Trabzonspor, Fenerbahçe karşısında ilk 45 dakikayı pozisyon vermeden 1-0 önde kapattı. Acaba ikinci devre neler olacaktı? Bordo-Mavililer bu skoru koruyabilecek miydi? Ancak, ikinci yarının hemen başında Mustafa Eskihellaç’ın rakibine yaptığı hareket penaltı mıydı acaba? Bana göre değil. Çünkü ikili mücadelede Fenerbahçeli Osayi-Samuel, önce Mustafa’nın sağ ayağına bastı. Daha sonra Mustafa’nın hamlesi geldi. Bu penaltıdan gelen beraberlik golü, uyuyan Fenerbahçe’yi uyandırdı.
Bordo-Mavili takımın oyuncularının direnci kırıldı. Fırtına’da sahada varlığı belli olan oyuncu yoktu adeta. İkinci yarının 25 dakikasında kalesinde 4 gol gören Trabzonspor, ilk yarıda ölmüş bir vaziyette olan Fenerbahçe’nin dirilişine katkı yaptı takım olarak.
Trabzonspor’un bu kadrosundan cacık bile olmaz. Orta sahada Mendy ve Lundstram’ın kaptırdığı toplar, Fenerbahçe için adeta ballı börek oldu. Trabzonspor, diğer Anadolu takımları kadar bile Fenerbahçe’ye karşı direnemedi. Bordo-Mavili futbolcular artık şapkalarını önlerine koyarak düşünmeliler.

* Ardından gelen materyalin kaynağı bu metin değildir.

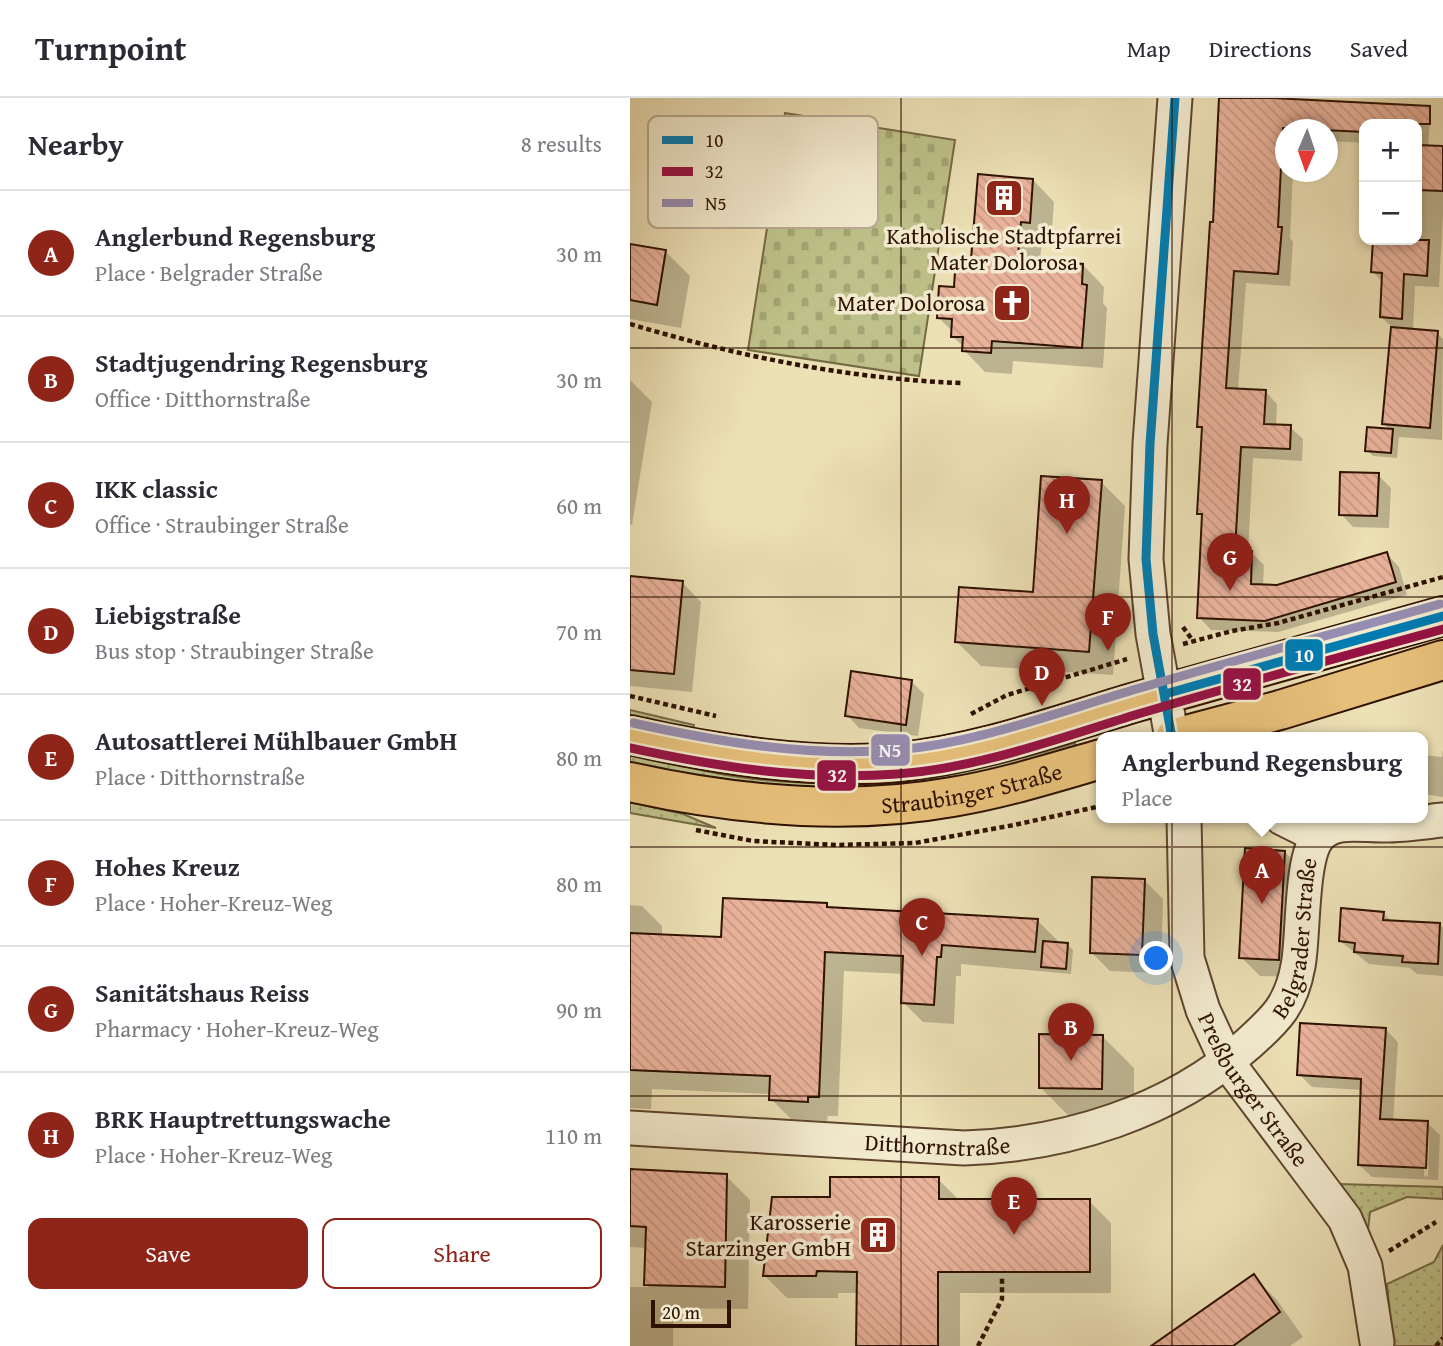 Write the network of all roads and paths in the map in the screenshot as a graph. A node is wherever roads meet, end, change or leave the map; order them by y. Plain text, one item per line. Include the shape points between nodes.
1 (1175, 98) edge
2 (630, 324) edge
3 (961, 383) dead end
4 (1443, 577) edge
5 (1443, 616) edge
6 (1157, 651) junction
7 (1443, 660) edge
8 (1165, 694) junction
9 (630, 696) edge
10 (967, 717) dead end
11 (723, 718) dead end
12 (1172, 732) edge
13 (1196, 732) edge
14 (630, 735) edge
15 (1096, 760) edge
16 (630, 782) edge
17 (1184, 823) edge
18 (1292, 823) edge
19 (1407, 823) edge
20 (1318, 836) junction
21 (1227, 1062) junction
22 (630, 1128) edge
23 (1436, 1222) dead end
24 (1365, 1266) junction
25 (1002, 1277) dead end
26 (1443, 1338) edge
27 (1377, 1342) dead end
28 (978, 1346) edge
29 (1436, 1346) edge

1 - 6 street via 1146,559
2 - 3 path via 751,356 907,381
4 - 6 path
5 - 8 main road, Straubinger Straße
6 - 8 street
6 - 10 path via 1007,695
7 - 13 main road
8 - 12 street
8 - 14 main road, Straubinger Straße via 1038,732 898,762 768,758
9 - 11 path
15 - 16 main road, Straubinger Straße via 952,797 871,806 730,799
17 - 21 street, Preßburger Straße via 1187,958 1203,1010
18 - 20 street
19 - 20 street, Belgrader Straße via 1353,824
20 - 21 street, Belgrader Straße via 1308,858 1291,995 1276,1019
21 - 22 street, Ditthornstraße via 1171,1097 1121,1119 997,1147
21 - 24 street, Preßburger Straße via 1345,1219
23 - 24 path
24 - 27 street, Preßburger Straße
25 - 28 path via 1002,1299
26 - 29 path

Fırtına’da tek bir futbolcu gayret içinde gözüktü. O da Ukraynalı Zubkov. Maçın 20. dakikasında Banza’ya yapılan faullü hareket net kırmızı kart değil miydi, eyyamcı Mehmet efendi? Fırtına, maalesef Kadıköy’de çöktü. Futbol takımı yerinde, sahada adeta bir enkaz vardı. Ne olacak bu takımın hâli?
Sahada yürüyen Talisca, Trabzonspor’u allak bullak etti. Ligin bitimine 8 maç var. 36 puanlı Trabzonspor’un en az 4 maçını kazanması gerek bence. Çünkü alttan gelen takımlar kazanıyor. Bu takımda gelecek sezonda kim veya kimler kalır acaba? Uğurcan ve Zubkov. Gerisi limana artık...
Fatih Tekke’nin bu takım yapılanmasında eli hiç yok. Trabzonspor’un ne yazık ki ikinci yarıdaki futbolu değil, mücadele gücü bile yoktu. Öyle ki, Fenerbahçe tribünleri takımlarına yüklenirken, gelen goller oyunun akışını değiştirdi. Bu durumu sağlayan ise Trabzonspor oyuncuları oldu. İlk yarı ve ikinci yarıdaki Trabzonspor’un oyunu arasında büyük farklar vardı. İlk 45’te sezonun belki de en iyi oyunu sahnelendi.